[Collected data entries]
==================================================
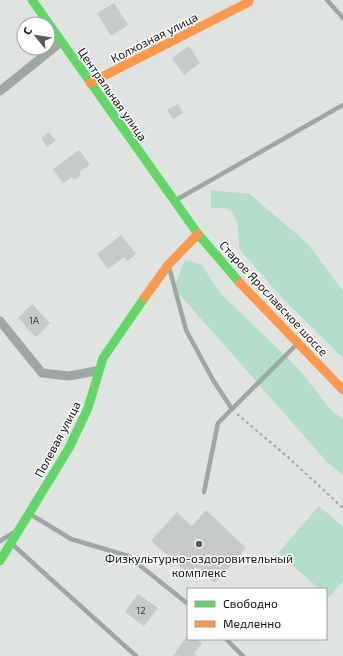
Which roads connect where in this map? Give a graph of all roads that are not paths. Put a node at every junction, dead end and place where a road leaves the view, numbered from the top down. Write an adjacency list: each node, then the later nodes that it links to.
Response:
1 (32, 0): 5 (street, Центральная улица)
2 (327, 0): 4 (lane)
3 (250, 1): 6 (street, Колхозная улица)
4 (343, 18)
5 (61, 42): 6 (street, Центральная улица); 7 (street)
6 (90, 83): 9 (street, Центральная улица)
7 (0, 91)
8 (343, 104): 9 (lane)
9 (175, 201): 10 (street, Старое Ярославское шоссе)
10 (198, 234): 11 (street, Полевая улица); 13 (street, Старое Ярославское шоссе)
11 (168, 265): 14 (street, Полевая улица); 16 (lane)
12 (0, 321): 14 (street)
13 (298, 343): 15 (street, Старое Ярославское шоссе); 16 (lane)
14 (96, 370): 18 (street, Полевая улица)
15 (343, 390)
16 (232, 409): 17 (lane)
17 (204, 492)
18 (30, 513): 19 (street, Полевая улица); 23 (lane)
19 (21, 528): 20 (lane); 21 (street, Полевая улица)
20 (0, 541)
21 (11, 543): 22 (street, Полевая улица); 25 (lane)
22 (1, 559)
23 (187, 603)
24 (227, 640): 26 (lane)
25 (136, 656)
26 (243, 656)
==================================================
WORK INSTRUCTION: Reproduce each entry verbatim, excluding any embedded images.

OUTPUT BELOW:
Which roads connect where in this map? Give a graph of all roads that are not paths. Put a node at every junction, dead end and place where a road leaves the view, numbered from the top down. Write an adjacency list: each node, then the later nodes that it links to.
Response:
1 (32, 0): 5 (street, Центральная улица)
2 (327, 0): 4 (lane)
3 (250, 1): 6 (street, Колхозная улица)
4 (343, 18)
5 (61, 42): 6 (street, Центральная улица); 7 (street)
6 (90, 83): 9 (street, Центральная улица)
7 (0, 91)
8 (343, 104): 9 (lane)
9 (175, 201): 10 (street, Старое Ярославское шоссе)
10 (198, 234): 11 (street, Полевая улица); 13 (street, Старое Ярославское шоссе)
11 (168, 265): 14 (street, Полевая улица); 16 (lane)
12 (0, 321): 14 (street)
13 (298, 343): 15 (street, Старое Ярославское шоссе); 16 (lane)
14 (96, 370): 18 (street, Полевая улица)
15 (343, 390)
16 (232, 409): 17 (lane)
17 (204, 492)
18 (30, 513): 19 (street, Полевая улица); 23 (lane)
19 (21, 528): 20 (lane); 21 (street, Полевая улица)
20 (0, 541)
21 (11, 543): 22 (street, Полевая улица); 25 (lane)
22 (1, 559)
23 (187, 603)
24 (227, 640): 26 (lane)
25 (136, 656)
26 (243, 656)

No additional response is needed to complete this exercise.